Ever since, Myers and his university have been bombarded by e-mail and other messages attacking him and calling for the university to punish him for insulting Catholic teachings.

On Thursday, Myers responded by staging what he called a “great desecration.” For the desecration, he took a communion wafer (sent to him by a supporter in the United Kingdom, who removed it from a church there), and pierced it with a rusty nail. ("I hope Jesus’s tetanus shots are up to date,” Myers quipped on the blog.) He then threw it in the garbage with a banana peel and coffee grounds, symbols of refuse. But to show that he wasn’t picking on Catholics, Myers added to his mixture some ripped out pages of the Koran. As a proud atheist, Myers isn’t a member of a faith that he could desecrate at the same time so he took a text he does cherish — The God Delusion, by Richard Dawkins — and tore some pages out and added them to the trash...

Atheist like Professor Myers should keep in mind that many fellow scientists are making the case that religion itself is an evolutionary phenomenon. David Sloan Wilson, for one, has taken on none other than Richard Dawkins for his derision of 'God' delusionists.

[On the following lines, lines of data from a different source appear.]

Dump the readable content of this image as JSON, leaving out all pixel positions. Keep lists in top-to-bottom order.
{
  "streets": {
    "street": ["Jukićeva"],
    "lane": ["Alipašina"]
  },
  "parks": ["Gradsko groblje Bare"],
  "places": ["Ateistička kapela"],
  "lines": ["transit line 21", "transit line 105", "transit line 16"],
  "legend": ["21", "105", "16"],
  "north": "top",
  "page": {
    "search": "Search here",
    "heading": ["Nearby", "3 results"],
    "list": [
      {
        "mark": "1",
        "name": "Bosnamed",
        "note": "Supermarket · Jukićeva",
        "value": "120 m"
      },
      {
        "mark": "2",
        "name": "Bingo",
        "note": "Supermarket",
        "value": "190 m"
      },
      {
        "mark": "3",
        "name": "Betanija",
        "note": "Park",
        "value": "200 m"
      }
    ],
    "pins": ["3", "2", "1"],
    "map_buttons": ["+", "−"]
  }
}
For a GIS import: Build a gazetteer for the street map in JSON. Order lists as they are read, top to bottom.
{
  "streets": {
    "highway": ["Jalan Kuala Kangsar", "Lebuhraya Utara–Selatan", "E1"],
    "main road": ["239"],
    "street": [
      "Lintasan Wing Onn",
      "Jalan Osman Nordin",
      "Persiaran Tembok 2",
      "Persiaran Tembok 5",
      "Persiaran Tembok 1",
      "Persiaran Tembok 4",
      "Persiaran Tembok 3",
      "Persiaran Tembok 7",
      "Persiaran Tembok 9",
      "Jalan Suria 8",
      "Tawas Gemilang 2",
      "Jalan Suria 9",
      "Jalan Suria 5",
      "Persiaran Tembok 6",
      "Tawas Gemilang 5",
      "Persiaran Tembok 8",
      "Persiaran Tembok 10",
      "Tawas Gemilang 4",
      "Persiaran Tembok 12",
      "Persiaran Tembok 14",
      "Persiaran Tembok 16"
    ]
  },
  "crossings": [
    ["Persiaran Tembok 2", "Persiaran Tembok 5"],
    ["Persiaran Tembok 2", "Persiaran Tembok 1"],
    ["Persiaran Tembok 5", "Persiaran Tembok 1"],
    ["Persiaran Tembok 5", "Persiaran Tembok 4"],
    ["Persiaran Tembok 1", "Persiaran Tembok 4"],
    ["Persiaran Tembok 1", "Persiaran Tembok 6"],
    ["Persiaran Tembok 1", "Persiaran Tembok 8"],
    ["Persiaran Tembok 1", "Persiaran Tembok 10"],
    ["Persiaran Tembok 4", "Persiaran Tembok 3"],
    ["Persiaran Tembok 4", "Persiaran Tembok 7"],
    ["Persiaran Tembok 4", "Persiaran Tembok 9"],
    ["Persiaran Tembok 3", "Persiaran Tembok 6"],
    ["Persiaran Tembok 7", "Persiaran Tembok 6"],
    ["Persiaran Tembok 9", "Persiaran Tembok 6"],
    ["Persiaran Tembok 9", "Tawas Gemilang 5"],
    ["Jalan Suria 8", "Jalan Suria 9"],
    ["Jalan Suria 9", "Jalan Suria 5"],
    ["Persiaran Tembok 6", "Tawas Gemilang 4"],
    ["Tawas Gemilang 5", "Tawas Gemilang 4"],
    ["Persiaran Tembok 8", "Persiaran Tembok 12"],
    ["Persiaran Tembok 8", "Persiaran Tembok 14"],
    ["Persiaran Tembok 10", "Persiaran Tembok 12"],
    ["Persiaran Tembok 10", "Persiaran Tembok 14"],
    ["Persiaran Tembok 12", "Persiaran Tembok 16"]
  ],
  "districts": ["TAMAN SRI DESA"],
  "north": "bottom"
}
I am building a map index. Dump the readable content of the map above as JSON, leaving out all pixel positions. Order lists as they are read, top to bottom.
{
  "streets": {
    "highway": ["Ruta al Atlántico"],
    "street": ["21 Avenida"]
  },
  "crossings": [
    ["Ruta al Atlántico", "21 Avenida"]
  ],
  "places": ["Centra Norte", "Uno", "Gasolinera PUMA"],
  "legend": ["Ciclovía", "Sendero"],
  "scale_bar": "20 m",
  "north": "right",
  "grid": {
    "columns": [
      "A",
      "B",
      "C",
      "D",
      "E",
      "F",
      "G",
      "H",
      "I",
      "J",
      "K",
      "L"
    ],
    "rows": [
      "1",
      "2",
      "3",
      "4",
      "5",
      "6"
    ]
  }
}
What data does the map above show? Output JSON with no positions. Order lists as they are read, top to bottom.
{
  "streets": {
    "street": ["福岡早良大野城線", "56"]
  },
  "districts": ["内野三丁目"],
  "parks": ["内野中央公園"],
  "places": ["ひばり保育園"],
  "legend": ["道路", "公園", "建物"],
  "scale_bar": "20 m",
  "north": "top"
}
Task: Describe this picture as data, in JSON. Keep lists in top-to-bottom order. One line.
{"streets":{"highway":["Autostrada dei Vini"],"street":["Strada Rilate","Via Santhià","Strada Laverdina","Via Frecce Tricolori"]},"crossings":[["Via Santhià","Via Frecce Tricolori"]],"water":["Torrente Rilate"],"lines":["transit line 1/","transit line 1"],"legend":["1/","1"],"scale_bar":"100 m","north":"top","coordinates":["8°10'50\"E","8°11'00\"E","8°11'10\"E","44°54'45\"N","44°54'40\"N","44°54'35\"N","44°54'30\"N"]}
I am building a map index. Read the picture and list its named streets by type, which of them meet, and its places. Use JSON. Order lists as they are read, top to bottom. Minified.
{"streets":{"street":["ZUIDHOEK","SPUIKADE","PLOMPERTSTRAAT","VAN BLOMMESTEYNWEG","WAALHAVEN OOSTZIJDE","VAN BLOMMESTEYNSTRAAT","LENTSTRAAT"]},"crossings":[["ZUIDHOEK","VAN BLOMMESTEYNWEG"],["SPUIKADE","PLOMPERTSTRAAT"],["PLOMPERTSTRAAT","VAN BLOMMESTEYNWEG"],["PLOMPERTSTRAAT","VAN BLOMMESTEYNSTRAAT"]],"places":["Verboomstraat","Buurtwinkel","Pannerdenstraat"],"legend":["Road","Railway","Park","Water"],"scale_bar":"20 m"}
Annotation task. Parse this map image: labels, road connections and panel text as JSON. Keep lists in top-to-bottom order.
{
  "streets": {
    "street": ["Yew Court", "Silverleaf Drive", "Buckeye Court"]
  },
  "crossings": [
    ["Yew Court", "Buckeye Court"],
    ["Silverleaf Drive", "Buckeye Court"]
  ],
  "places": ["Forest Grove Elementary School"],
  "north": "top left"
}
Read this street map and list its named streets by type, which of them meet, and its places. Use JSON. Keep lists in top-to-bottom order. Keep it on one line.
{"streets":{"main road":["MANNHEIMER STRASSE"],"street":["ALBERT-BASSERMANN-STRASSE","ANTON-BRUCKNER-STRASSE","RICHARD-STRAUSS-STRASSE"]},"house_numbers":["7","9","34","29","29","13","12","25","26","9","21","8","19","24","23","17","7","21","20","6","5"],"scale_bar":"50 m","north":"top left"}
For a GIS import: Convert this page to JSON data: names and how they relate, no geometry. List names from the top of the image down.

In the search for greater understanding, which should be the primary goal of any scientists, an appreciation for religion - both its contributions and its detractions to our humanity - should inform the rhetoric.

There is something to be said for the psychology inherent within the old adage: You attract more bees with honey than with vinegar. Ridicule of religon may just activate a primative 'fight' response rather than the rational, disspassionate critical thinking atheists should be striving for.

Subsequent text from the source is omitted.